Data excerpts
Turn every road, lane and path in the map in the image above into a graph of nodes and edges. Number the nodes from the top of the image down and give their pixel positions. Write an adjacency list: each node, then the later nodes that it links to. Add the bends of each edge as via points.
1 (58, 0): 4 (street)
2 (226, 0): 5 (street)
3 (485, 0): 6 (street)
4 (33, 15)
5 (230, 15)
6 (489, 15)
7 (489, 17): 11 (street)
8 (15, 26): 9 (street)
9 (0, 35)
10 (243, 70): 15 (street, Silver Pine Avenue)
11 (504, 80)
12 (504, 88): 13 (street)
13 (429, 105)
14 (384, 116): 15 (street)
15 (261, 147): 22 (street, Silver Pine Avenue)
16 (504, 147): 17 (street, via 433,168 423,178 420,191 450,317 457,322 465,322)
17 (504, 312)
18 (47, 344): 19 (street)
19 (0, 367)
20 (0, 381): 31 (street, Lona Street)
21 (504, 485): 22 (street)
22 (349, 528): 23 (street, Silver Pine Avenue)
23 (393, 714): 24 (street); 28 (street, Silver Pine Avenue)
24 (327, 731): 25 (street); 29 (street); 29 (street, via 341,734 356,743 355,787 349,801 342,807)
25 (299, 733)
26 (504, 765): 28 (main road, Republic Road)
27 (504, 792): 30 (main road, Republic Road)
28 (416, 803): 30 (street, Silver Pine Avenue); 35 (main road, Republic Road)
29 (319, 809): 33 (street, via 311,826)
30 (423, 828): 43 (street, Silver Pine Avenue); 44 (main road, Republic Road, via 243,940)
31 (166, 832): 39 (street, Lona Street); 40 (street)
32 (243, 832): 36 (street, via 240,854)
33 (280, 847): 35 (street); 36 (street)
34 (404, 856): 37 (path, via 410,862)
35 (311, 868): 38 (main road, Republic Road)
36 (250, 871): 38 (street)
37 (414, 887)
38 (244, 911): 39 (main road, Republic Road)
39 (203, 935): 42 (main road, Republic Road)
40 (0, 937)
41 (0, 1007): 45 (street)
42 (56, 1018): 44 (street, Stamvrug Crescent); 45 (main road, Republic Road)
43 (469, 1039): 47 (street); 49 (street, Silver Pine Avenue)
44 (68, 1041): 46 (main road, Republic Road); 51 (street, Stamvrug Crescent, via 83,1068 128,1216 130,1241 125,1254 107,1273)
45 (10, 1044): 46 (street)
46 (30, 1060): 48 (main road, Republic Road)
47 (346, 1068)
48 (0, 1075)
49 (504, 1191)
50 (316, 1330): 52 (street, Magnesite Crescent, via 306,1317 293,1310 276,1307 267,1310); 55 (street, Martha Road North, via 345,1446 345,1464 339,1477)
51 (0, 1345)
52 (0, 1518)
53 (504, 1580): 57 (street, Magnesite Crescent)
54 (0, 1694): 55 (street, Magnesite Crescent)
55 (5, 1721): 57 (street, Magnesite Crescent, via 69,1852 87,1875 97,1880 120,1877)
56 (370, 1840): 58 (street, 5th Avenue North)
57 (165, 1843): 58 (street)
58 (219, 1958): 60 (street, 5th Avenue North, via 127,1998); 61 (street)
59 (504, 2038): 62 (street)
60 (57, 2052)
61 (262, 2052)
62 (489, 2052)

| PROBLEM REQUIREMENTS |
Taking care to match every character, output all of the entries above.

| RESULT BELOW |
Turn every road, lane and path in the map in the image above into a graph of nodes and edges. Number the nodes from the top of the image down and give their pixel positions. Write an adjacency list: each node, then the later nodes that it links to. Add the bends of each edge as via points.
1 (58, 0): 4 (street)
2 (226, 0): 5 (street)
3 (485, 0): 6 (street)
4 (33, 15)
5 (230, 15)
6 (489, 15)
7 (489, 17): 11 (street)
8 (15, 26): 9 (street)
9 (0, 35)
10 (243, 70): 15 (street, Silver Pine Avenue)
11 (504, 80)
12 (504, 88): 13 (street)
13 (429, 105)
14 (384, 116): 15 (street)
15 (261, 147): 22 (street, Silver Pine Avenue)
16 (504, 147): 17 (street, via 433,168 423,178 420,191 450,317 457,322 465,322)
17 (504, 312)
18 (47, 344): 19 (street)
19 (0, 367)
20 (0, 381): 31 (street, Lona Street)
21 (504, 485): 22 (street)
22 (349, 528): 23 (street, Silver Pine Avenue)
23 (393, 714): 24 (street); 28 (street, Silver Pine Avenue)
24 (327, 731): 25 (street); 29 (street); 29 (street, via 341,734 356,743 355,787 349,801 342,807)
25 (299, 733)
26 (504, 765): 28 (main road, Republic Road)
27 (504, 792): 30 (main road, Republic Road)
28 (416, 803): 30 (street, Silver Pine Avenue); 35 (main road, Republic Road)
29 (319, 809): 33 (street, via 311,826)
30 (423, 828): 43 (street, Silver Pine Avenue); 44 (main road, Republic Road, via 243,940)
31 (166, 832): 39 (street, Lona Street); 40 (street)
32 (243, 832): 36 (street, via 240,854)
33 (280, 847): 35 (street); 36 (street)
34 (404, 856): 37 (path, via 410,862)
35 (311, 868): 38 (main road, Republic Road)
36 (250, 871): 38 (street)
37 (414, 887)
38 (244, 911): 39 (main road, Republic Road)
39 (203, 935): 42 (main road, Republic Road)
40 (0, 937)
41 (0, 1007): 45 (street)
42 (56, 1018): 44 (street, Stamvrug Crescent); 45 (main road, Republic Road)
43 (469, 1039): 47 (street); 49 (street, Silver Pine Avenue)
44 (68, 1041): 46 (main road, Republic Road); 51 (street, Stamvrug Crescent, via 83,1068 128,1216 130,1241 125,1254 107,1273)
45 (10, 1044): 46 (street)
46 (30, 1060): 48 (main road, Republic Road)
47 (346, 1068)
48 (0, 1075)
49 (504, 1191)
50 (316, 1330): 52 (street, Magnesite Crescent, via 306,1317 293,1310 276,1307 267,1310); 55 (street, Martha Road North, via 345,1446 345,1464 339,1477)
51 (0, 1345)
52 (0, 1518)
53 (504, 1580): 57 (street, Magnesite Crescent)
54 (0, 1694): 55 (street, Magnesite Crescent)
55 (5, 1721): 57 (street, Magnesite Crescent, via 69,1852 87,1875 97,1880 120,1877)
56 (370, 1840): 58 (street, 5th Avenue North)
57 (165, 1843): 58 (street)
58 (219, 1958): 60 (street, 5th Avenue North, via 127,1998); 61 (street)
59 (504, 2038): 62 (street)
60 (57, 2052)
61 (262, 2052)
62 (489, 2052)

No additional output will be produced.